* _What you are asked to do_:
When you have gone through the entries below, state how many lines include the word "Mijlstraat" and write nothing else.

* _The data_:
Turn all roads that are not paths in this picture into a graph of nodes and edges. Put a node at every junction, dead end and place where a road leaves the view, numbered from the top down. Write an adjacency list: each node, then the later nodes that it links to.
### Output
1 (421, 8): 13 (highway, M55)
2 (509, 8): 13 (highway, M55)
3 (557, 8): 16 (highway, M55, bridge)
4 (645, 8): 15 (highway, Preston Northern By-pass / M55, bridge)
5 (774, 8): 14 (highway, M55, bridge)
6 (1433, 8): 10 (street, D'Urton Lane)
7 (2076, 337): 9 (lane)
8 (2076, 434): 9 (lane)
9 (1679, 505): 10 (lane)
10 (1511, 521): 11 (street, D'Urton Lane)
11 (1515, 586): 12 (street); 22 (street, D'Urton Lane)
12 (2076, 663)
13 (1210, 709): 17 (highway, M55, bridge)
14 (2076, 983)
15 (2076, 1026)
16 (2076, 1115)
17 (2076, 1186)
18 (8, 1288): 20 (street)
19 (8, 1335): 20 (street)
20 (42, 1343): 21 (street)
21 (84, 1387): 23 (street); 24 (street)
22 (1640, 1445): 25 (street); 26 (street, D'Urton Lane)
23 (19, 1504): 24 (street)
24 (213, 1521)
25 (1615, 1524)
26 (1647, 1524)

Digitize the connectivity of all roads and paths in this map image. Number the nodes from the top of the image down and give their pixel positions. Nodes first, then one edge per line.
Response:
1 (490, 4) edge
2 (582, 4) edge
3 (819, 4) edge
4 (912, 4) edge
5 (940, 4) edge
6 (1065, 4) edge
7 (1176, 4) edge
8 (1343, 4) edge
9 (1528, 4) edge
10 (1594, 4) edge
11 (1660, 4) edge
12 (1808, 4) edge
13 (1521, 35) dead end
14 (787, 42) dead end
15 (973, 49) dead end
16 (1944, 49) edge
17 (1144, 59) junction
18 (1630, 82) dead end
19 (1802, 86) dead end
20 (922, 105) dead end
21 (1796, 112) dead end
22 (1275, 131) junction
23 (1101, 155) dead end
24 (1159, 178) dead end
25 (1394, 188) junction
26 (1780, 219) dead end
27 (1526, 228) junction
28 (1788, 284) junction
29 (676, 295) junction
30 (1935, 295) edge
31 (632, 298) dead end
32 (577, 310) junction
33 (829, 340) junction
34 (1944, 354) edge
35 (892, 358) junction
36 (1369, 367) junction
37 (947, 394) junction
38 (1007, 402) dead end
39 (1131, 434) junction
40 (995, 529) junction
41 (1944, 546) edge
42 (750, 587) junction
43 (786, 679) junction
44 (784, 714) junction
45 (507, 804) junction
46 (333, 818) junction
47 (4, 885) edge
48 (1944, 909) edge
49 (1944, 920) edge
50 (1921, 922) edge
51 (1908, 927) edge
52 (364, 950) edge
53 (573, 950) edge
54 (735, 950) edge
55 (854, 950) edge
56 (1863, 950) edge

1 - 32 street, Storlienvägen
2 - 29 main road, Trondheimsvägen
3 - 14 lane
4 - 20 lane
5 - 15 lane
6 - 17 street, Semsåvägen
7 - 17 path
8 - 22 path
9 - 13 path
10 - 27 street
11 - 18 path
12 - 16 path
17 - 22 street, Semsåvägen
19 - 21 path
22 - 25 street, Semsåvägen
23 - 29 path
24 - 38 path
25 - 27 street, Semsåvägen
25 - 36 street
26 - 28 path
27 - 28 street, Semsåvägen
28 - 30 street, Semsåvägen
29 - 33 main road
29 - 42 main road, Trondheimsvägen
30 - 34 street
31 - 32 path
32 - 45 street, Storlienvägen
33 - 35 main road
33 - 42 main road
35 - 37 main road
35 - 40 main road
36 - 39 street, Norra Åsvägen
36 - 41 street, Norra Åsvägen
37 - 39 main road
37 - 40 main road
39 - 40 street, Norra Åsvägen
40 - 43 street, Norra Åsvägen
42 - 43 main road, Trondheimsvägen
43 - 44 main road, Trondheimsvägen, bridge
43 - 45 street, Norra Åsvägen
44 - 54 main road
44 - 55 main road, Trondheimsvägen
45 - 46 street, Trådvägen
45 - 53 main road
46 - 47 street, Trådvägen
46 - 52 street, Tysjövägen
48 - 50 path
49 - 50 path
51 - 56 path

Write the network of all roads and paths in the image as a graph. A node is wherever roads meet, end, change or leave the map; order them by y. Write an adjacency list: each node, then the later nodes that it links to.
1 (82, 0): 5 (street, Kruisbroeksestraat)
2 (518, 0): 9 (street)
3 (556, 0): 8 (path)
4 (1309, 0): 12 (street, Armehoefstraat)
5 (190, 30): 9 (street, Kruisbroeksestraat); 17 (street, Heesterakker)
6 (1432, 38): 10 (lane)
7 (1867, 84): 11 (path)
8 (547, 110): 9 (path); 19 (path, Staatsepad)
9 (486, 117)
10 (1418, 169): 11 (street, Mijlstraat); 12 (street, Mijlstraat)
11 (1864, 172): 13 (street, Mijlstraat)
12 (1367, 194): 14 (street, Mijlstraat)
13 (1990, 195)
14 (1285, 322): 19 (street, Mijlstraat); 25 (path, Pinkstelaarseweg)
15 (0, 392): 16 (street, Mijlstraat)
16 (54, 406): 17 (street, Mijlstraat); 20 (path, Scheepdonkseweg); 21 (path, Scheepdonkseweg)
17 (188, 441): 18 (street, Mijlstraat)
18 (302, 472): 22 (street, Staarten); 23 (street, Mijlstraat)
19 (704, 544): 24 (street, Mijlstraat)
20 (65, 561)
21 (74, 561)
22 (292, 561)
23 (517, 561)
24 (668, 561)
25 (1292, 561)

* _Task result_:
9